New York v. Jersawit, 263 U.S. 493 (1924)

New York v. Jersawit

No. 352

Submitted December 3, 1923

Decided January 7, 1924

263 U.S. 493


1. The tax laid on a domestic corporation in New York (Tax Law, § 209) for the privilege of exercising its franchise in the state, to

Page 263 U. S. 494

be paid annually "in advance" for the year beginning November 1st, to be computed upon the basis of the entire net income of the corporation for its fiscal, or the calendar, year preceding is an entirety, and cannot be apportioned to a fraction of the tax year which has elapsed when the corporation goes out of business. P. 263 U. S. 495.
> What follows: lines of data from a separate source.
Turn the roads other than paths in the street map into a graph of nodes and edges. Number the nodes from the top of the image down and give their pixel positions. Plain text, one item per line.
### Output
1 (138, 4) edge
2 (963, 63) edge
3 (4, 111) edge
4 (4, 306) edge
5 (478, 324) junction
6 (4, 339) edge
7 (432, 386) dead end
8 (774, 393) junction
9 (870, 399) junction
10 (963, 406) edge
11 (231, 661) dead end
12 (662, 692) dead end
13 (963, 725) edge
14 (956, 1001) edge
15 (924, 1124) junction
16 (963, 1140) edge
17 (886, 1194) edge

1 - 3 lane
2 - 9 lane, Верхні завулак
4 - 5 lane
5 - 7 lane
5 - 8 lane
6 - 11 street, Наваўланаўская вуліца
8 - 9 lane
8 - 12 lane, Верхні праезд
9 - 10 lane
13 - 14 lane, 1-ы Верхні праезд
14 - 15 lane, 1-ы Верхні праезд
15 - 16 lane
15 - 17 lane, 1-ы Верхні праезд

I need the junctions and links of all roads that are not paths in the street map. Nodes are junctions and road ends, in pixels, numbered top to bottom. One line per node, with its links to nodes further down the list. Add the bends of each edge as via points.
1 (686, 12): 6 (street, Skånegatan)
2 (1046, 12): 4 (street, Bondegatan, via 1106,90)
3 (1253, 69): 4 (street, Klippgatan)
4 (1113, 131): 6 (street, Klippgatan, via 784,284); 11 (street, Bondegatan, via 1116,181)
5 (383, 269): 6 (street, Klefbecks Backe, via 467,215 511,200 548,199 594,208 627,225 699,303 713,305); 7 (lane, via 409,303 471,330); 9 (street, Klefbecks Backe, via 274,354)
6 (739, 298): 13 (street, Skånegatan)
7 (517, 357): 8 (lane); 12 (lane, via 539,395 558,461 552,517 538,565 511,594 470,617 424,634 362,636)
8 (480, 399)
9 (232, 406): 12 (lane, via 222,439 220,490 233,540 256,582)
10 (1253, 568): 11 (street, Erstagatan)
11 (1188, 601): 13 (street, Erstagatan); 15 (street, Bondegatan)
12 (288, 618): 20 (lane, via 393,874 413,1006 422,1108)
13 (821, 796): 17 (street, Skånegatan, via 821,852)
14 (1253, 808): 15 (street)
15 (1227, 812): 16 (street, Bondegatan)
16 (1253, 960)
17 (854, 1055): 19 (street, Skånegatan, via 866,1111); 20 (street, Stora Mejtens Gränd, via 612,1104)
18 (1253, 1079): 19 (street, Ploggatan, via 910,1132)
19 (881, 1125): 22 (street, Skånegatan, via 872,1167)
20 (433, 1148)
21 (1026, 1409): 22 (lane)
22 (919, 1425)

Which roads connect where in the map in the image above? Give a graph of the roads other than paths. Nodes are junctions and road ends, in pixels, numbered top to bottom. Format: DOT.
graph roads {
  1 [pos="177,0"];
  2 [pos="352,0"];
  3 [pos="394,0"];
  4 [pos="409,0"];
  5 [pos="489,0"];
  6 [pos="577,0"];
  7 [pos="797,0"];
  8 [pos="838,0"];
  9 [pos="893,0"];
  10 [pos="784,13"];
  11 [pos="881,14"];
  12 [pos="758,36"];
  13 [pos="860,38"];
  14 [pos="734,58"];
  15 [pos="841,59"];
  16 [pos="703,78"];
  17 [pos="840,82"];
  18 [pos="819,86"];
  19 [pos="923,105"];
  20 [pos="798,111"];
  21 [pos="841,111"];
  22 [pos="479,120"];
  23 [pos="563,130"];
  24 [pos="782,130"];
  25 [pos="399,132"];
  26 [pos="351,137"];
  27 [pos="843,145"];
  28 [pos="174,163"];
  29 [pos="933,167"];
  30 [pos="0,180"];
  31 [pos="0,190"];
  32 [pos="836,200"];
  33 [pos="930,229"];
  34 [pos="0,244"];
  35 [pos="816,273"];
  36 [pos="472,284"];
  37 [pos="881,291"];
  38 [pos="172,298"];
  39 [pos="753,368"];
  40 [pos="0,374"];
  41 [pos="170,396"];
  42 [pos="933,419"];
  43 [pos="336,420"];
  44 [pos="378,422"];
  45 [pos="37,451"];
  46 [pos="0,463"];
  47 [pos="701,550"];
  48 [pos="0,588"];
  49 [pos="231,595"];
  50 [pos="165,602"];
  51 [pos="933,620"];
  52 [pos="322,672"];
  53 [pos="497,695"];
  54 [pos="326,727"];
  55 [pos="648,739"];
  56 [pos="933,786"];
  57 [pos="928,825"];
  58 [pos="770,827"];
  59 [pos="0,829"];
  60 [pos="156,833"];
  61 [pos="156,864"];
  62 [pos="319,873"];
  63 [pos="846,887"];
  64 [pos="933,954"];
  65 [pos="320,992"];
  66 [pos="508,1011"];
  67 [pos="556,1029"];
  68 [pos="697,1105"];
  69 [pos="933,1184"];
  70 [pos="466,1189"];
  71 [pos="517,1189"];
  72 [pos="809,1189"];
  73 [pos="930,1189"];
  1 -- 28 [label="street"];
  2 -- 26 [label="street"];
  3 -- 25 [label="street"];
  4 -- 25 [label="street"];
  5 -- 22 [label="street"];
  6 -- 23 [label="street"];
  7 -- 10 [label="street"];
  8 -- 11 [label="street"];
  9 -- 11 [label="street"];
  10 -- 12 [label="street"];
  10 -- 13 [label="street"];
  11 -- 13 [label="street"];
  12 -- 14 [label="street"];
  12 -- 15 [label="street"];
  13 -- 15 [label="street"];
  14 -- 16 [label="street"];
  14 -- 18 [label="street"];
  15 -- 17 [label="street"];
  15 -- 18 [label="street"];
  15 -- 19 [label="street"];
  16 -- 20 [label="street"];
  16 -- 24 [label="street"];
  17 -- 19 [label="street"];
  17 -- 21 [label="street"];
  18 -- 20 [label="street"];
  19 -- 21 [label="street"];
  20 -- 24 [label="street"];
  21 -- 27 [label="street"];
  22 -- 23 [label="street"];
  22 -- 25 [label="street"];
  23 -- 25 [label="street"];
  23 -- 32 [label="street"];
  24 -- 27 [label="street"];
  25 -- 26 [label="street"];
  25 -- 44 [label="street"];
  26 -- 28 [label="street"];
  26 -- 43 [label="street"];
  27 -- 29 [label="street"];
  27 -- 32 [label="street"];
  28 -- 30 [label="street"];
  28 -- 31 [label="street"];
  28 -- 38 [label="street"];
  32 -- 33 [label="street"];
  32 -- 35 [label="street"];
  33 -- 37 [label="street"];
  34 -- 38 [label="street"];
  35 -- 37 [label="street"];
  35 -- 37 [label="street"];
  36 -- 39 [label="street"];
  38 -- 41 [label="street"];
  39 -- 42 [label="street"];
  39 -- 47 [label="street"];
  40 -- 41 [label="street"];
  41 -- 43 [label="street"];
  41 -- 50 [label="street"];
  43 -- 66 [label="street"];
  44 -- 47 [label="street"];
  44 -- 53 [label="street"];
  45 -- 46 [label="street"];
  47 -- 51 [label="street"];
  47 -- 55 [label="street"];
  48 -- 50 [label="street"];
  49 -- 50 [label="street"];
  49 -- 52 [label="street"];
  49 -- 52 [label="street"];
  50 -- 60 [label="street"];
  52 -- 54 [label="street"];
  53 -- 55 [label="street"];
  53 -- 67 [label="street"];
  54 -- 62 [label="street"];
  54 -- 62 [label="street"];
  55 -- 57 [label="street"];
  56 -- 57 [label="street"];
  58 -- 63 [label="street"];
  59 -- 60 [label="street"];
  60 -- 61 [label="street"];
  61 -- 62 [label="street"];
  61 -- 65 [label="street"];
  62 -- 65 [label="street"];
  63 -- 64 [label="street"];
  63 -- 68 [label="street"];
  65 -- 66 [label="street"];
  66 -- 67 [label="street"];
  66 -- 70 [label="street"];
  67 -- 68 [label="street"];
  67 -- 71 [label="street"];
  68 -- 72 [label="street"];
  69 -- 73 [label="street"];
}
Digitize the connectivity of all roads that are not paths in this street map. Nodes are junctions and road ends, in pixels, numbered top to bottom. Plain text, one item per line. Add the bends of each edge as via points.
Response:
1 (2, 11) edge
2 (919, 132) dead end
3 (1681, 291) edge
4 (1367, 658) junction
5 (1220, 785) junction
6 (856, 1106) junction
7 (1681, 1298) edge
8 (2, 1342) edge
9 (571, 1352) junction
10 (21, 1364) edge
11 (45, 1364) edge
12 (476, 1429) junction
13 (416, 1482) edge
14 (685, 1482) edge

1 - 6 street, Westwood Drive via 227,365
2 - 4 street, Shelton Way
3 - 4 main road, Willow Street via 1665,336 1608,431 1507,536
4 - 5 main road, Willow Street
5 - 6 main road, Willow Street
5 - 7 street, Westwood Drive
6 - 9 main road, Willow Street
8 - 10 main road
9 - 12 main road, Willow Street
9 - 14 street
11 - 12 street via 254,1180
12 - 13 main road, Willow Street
2. The state has a claim for the entire tax when the corporation is thrown into bankruptcy after lapse of part of the tax year. Id.

3. The addition of 10% where the tax is not paid by January 1st is a penalty, and the further addition of 1% for each month the tax remains unpaid is not statutory interest, but part of the penalty, and neither can be allowed the state in a bankruptcy proceeding. Bankruptcy Act, § 57j. P. 263 U. S. 496.

290 F. 950 reversed.

Certiorari to an order of the circuit court of appeals which affirmed an order of the district court, in bankruptcy, adjudicating a claim made by the State of New York for a tax.